Pausewang was awarded the Order of Merit of the Federal Republic of Germany. Several schools were named after her, and she received the Deutscher Jugendliteraturpreis for her life's work in 2017. Her books Die Wolke and Die letzten Kinder von Schewenborn became part of required reading in schools, providing a formative and highly ambivalent reading experience shared by many West Germans born in the 1970s and 1980s.

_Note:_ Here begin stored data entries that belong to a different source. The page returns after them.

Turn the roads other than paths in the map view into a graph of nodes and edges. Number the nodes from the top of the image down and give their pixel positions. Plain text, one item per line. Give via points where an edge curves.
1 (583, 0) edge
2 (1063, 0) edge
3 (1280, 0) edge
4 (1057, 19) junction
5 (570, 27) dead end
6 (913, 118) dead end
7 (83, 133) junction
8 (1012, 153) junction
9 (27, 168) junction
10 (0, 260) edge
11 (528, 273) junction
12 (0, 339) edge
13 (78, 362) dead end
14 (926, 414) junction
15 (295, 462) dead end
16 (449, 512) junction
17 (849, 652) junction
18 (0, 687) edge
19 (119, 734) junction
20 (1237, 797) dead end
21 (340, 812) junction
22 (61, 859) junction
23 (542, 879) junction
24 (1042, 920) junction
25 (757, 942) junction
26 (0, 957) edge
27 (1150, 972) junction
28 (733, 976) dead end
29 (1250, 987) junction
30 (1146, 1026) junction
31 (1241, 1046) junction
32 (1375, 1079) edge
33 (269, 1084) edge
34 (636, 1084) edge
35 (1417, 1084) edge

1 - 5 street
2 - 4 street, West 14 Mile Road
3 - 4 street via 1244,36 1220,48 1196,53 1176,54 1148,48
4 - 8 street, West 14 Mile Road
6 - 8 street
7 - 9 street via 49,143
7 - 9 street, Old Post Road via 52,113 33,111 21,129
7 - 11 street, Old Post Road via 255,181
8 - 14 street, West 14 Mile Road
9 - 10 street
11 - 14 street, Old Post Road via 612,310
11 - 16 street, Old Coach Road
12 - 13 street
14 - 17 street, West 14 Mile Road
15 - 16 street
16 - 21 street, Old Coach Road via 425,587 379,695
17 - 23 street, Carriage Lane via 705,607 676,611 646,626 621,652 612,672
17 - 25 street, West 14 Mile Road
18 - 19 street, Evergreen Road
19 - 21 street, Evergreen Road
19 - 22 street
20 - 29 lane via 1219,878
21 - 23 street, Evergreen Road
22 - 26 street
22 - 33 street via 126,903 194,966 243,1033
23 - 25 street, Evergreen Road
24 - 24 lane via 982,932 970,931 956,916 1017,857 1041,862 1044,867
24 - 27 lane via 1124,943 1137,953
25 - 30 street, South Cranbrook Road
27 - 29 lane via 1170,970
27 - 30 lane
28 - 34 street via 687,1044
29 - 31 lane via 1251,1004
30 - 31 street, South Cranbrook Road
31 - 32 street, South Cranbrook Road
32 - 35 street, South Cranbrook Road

From 2016, she lived in a senior citizens' home in Baunach, where she died on 23 January 2020.

== Publications ==
Publications by Gudrung Pausewang (Gudrun Wilcke) are held by the German National Library, including:
- Die Not der Familie Caldera (1977)
- Auf einem langen Weg (1978)
- Die letzten Kinder von Schewenborn (1983) ISBN 3-473-58007-4
- Die Wolke (1987)
- Fern von der Rosinkawiese (1989)
- Reise im August (1992)
- Der Schlund (Roman, 1993)
- Die Kinder- und Jugendliteratur des Nationalsozialismus als Instrument ideologischer Beeinflussung. Liedertexte – Erzählungen und Romane – Schulbücher – Zeitschriften – Bühnenwerke (2005), published as Gudrun Wilcke

=== Books in English ===
- Fall-Out, a translation of Die Wolke, translated by Patricia Crampton, published by Viking (1994).
- The Final Journey, a translation of Reise im August by Patricia Crampton, published by Viking and Puffin Books.
- Traitor, translated by Rachel Ward, published by Lerner Publishing Group.
- Dark Hours, translated by John Brownjohn, published in America through Annick Press (2006).